Alright, the “Cheat sheet for marketers interested in online video” didn’t get a lot of views. And frankly I get more people consuming my content in an hour than read this damned blog in a day.
So to hell with you. Here’s what you should do to get viral, stupid marketers and agencies.
- Spend an assload of money. Put most of it to banner ads that promote your video, but spend at least $250,000 on the production. Only don’t make it look highly produced. Use a $100 videocamera and crappy lighting.
- Don’t worry about what people are saying about your brand. Screw them. Just tell them what they need to know.
- Promote, promote, promote. It should feel like a cable TV advertisement. Throw boobs in there to make sure people pass it along.
- Target 10 million views.
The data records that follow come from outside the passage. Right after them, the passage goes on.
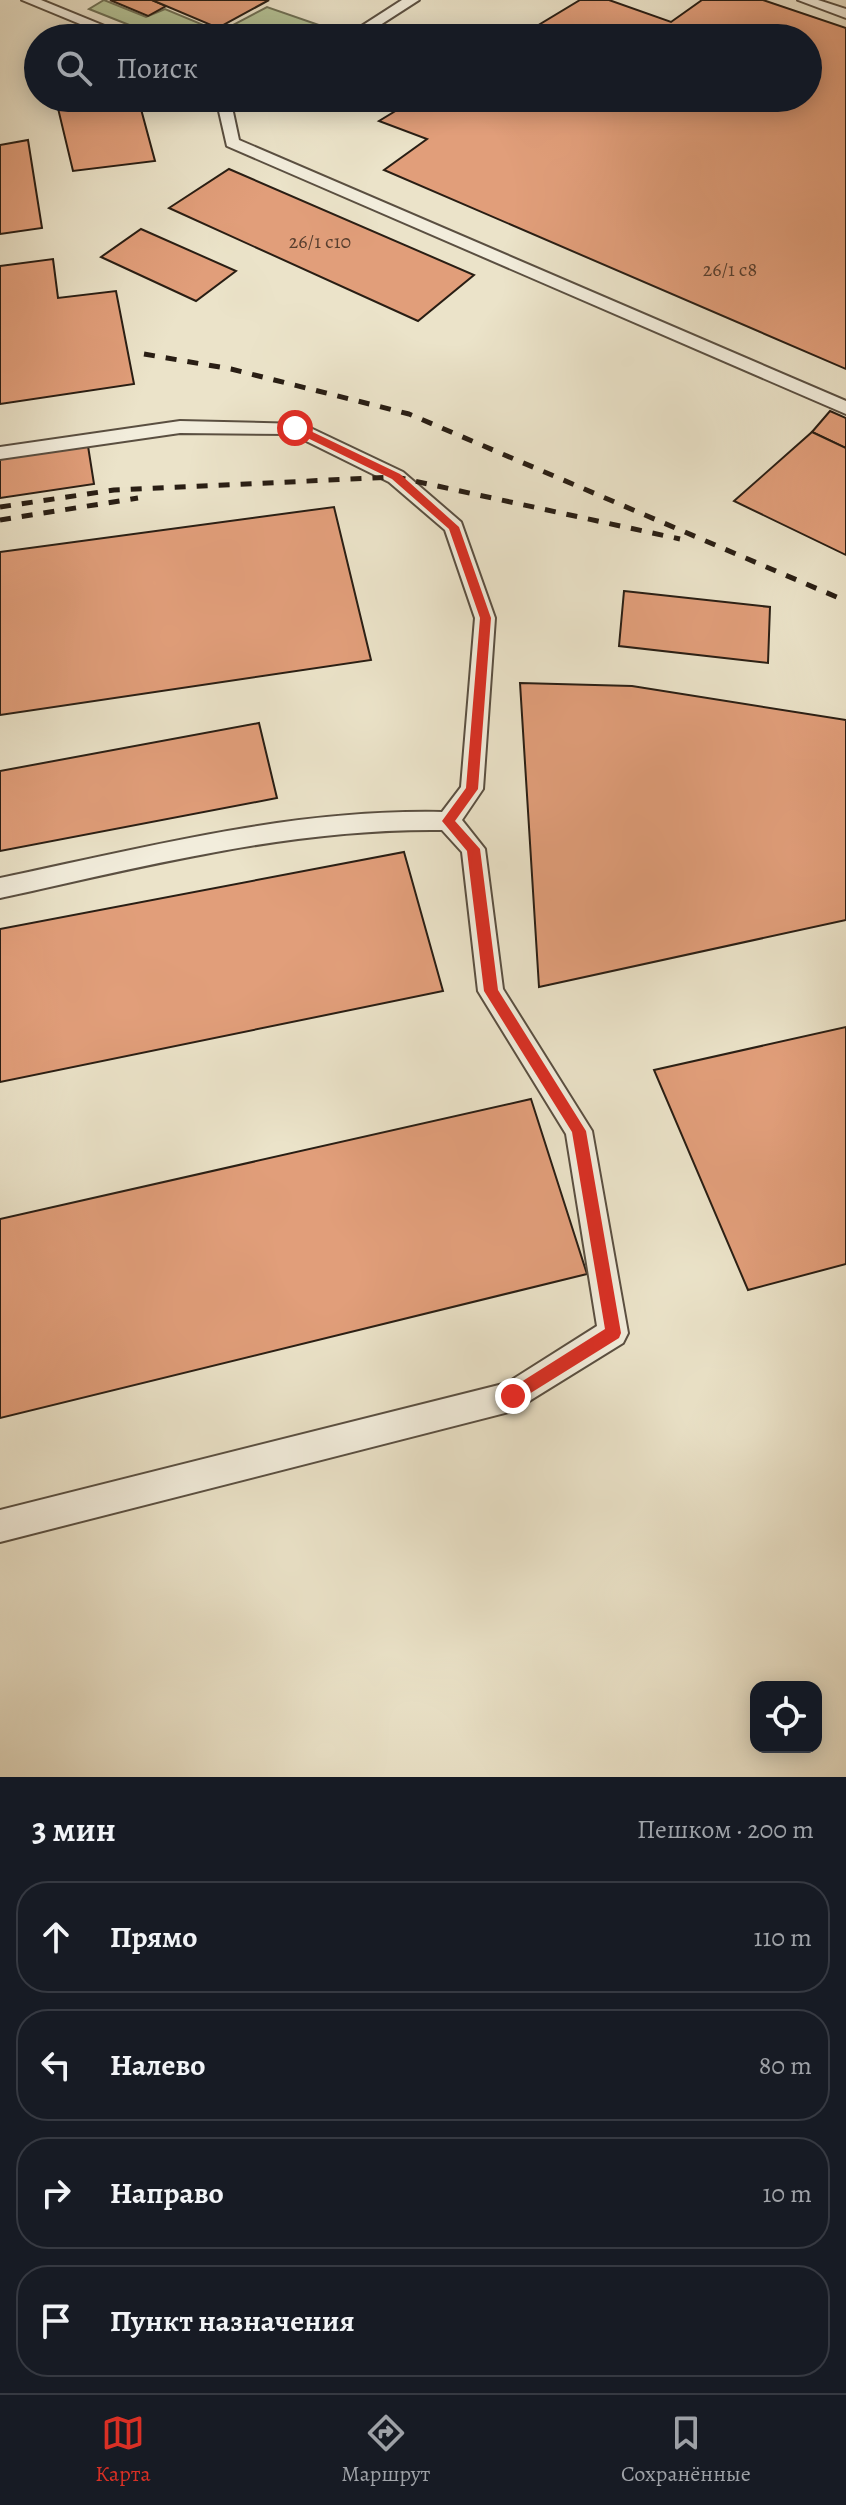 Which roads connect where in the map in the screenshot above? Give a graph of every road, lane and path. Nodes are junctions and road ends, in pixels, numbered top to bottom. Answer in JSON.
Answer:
{"nodes":[{"id":1,"x":29,"y":0,"type":"edge"},
{"id":2,"x":412,"y":0,"type":"edge"},
{"id":3,"x":805,"y":0,"type":"edge"},
{"id":4,"x":846,"y":14,"type":"edge"},
{"id":5,"x":91,"y":24,"type":"edge"},
{"id":6,"x":373,"y":24,"type":"edge"},
{"id":7,"x":226,"y":112,"type":"edge"},
{"id":8,"x":846,"y":408,"type":"edge"},
{"id":9,"x":0,"y":453,"type":"edge"},
{"id":10,"x":448,"y":821,"type":"junction"},
{"id":11,"x":0,"y":888,"type":"edge"},
{"id":12,"x":0,"y":1526,"type":"edge"}],
"edges":[{"from":1,"to":5,"type":"lane"},
{"from":2,"to":6,"type":"lane"},
{"from":3,"to":4,"type":"lane"},
{"from":7,"to":8,"type":"lane"},
{"from":9,"to":10,"type":"lane"},
{"from":10,"to":11,"type":"lane"},
{"from":10,"to":12,"type":"lane"}]}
Anything less than that and you’re a friggin’ wimp.
- Don’t bother with those that are online-video personalities. Find a good washed-up television personality.
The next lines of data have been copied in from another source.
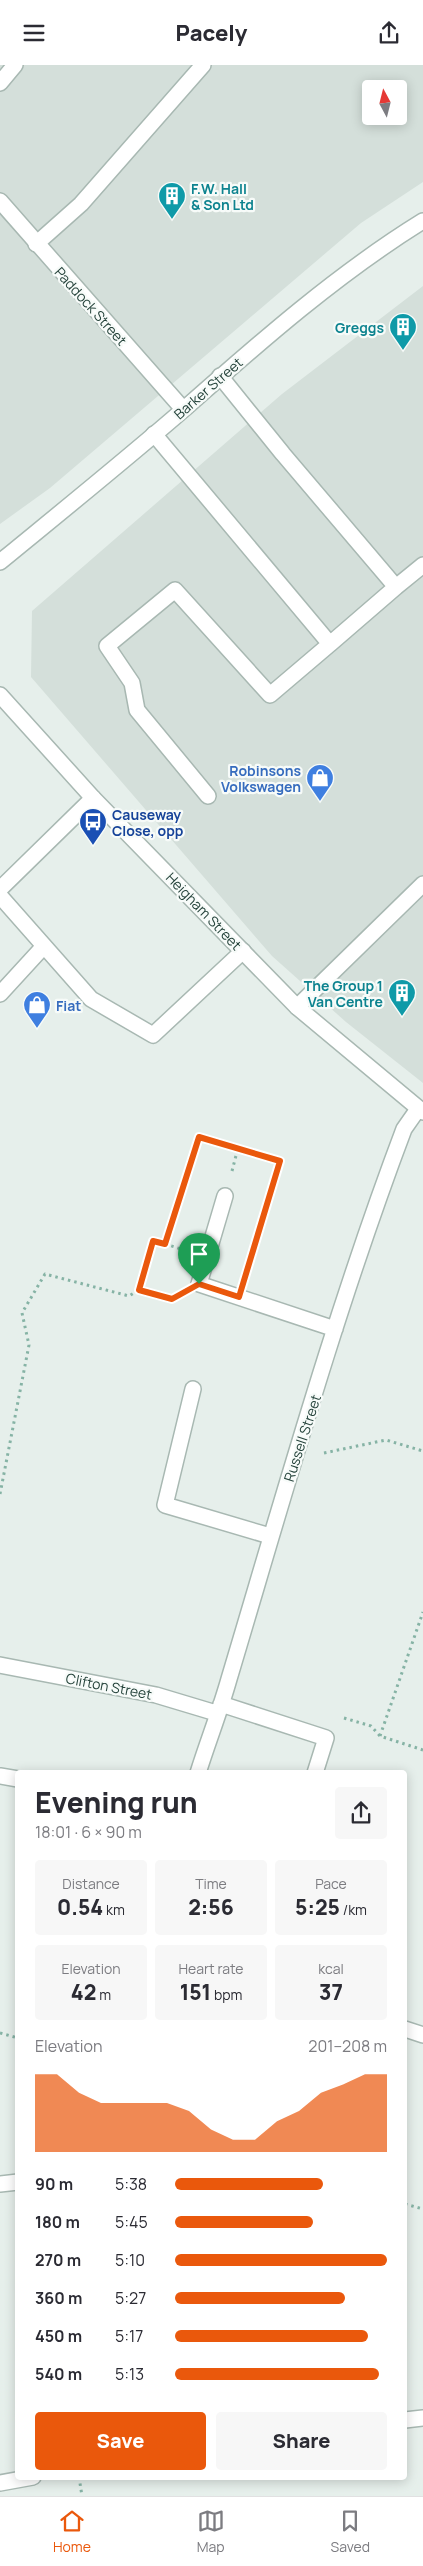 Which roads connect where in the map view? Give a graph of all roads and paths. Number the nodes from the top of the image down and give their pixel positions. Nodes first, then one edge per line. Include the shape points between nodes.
1 (16, 65) edge
2 (203, 65) edge
3 (0, 83) edge
4 (0, 201) edge
5 (423, 221) edge
6 (36, 244) junction
7 (220, 376) junction
8 (183, 409) junction
9 (154, 435) junction
10 (0, 563) edge
11 (423, 565) edge
12 (396, 587) junction
13 (330, 644) junction
14 (0, 695) edge
15 (208, 796) dead end
16 (93, 798) junction
17 (423, 884) edge
18 (0, 889) edge
19 (0, 896) edge
20 (44, 946) junction
21 (243, 951) junction
22 (0, 994) edge
23 (297, 1007) junction
24 (421, 1111) edge
25 (225, 1196) dead end
26 (199, 1284) junction
27 (139, 1290) junction
28 (239, 1297) junction
29 (335, 1329) junction
30 (193, 1389) dead end
31 (299, 1446) junction
32 (423, 1451) edge
33 (0, 1494) edge
34 (270, 1536) junction
35 (423, 1612) edge
36 (0, 1665) edge
37 (218, 1709) junction
38 (380, 1736) dead end
39 (199, 1770) edge
40 (316, 1770) edge
41 (0, 1776) edge
42 (15, 1778) edge
43 (407, 2030) edge
44 (0, 2033) edge
45 (423, 2035) edge
46 (15, 2037) edge
47 (15, 2182) edge
48 (0, 2184) edge
49 (407, 2204) edge
50 (423, 2209) edge
51 (423, 2418) edge
52 (407, 2421) edge
53 (16, 2480) edge
54 (79, 2480) edge
55 (0, 2483) edge
56 (82, 2496) edge

1 - 3 street
2 - 6 street via 81,204
4 - 6 street, Paddock Street
5 - 7 street, Barker Street via 334,284
6 - 8 street, Paddock Street
7 - 8 street, Barker Street
7 - 12 street
8 - 9 street, Barker Street
9 - 10 street, Barker Street
9 - 13 street
11 - 12 street
12 - 13 street
13 - 15 street via 270,695 174,591 107,646 132,683 137,710
14 - 16 street, Heigham Street
16 - 18 street
16 - 21 street, Heigham Street
17 - 23 street
19 - 20 street
20 - 21 street via 91,999 153,1035
20 - 22 street
21 - 23 street, Heigham Street
23 - 24 street, Heigham Street
24 - 29 street, Russell Street via 404,1129
25 - 26 street
26 - 27 path via 172,1299
26 - 28 street
27 - 28 path via 153,1241 165,1244 199,1137 280,1161
27 - 33 path via 129,1296 46,1274 22,1313 28,1345
28 - 29 street
29 - 31 street, Russell Street
30 - 34 street via 165,1505
31 - 32 path via 326,1453 386,1440
31 - 34 street, Russell Street
34 - 37 street, Russell Street
35 - 38 path
36 - 37 street, Clifton Street
37 - 39 street, Russell Street
37 - 40 street, Clifton Street via 326,1738
41 - 42 street
43 - 45 street
44 - 46 path
47 - 48 street
49 - 50 path
51 - 52 street
53 - 55 street
54 - 56 path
- Make it a rap. The kids love raps.
- Do something really safe to keep your management happy. Remember- your rise on the corporate latter means putting the customer (your boss and his boss) first.
- Steal an idea that works. That “Evolution of Dance” thing was popular. Get MC Hammer to remake it. He’s coming back again.
- Be sure your agency knows the space. That means if they’ve ever shot a video to stream on your product site, then they know viral video. It’s that easy.
- Measurement is so 2007. It’s all about views and perception. Fake some positive comments to show your boss.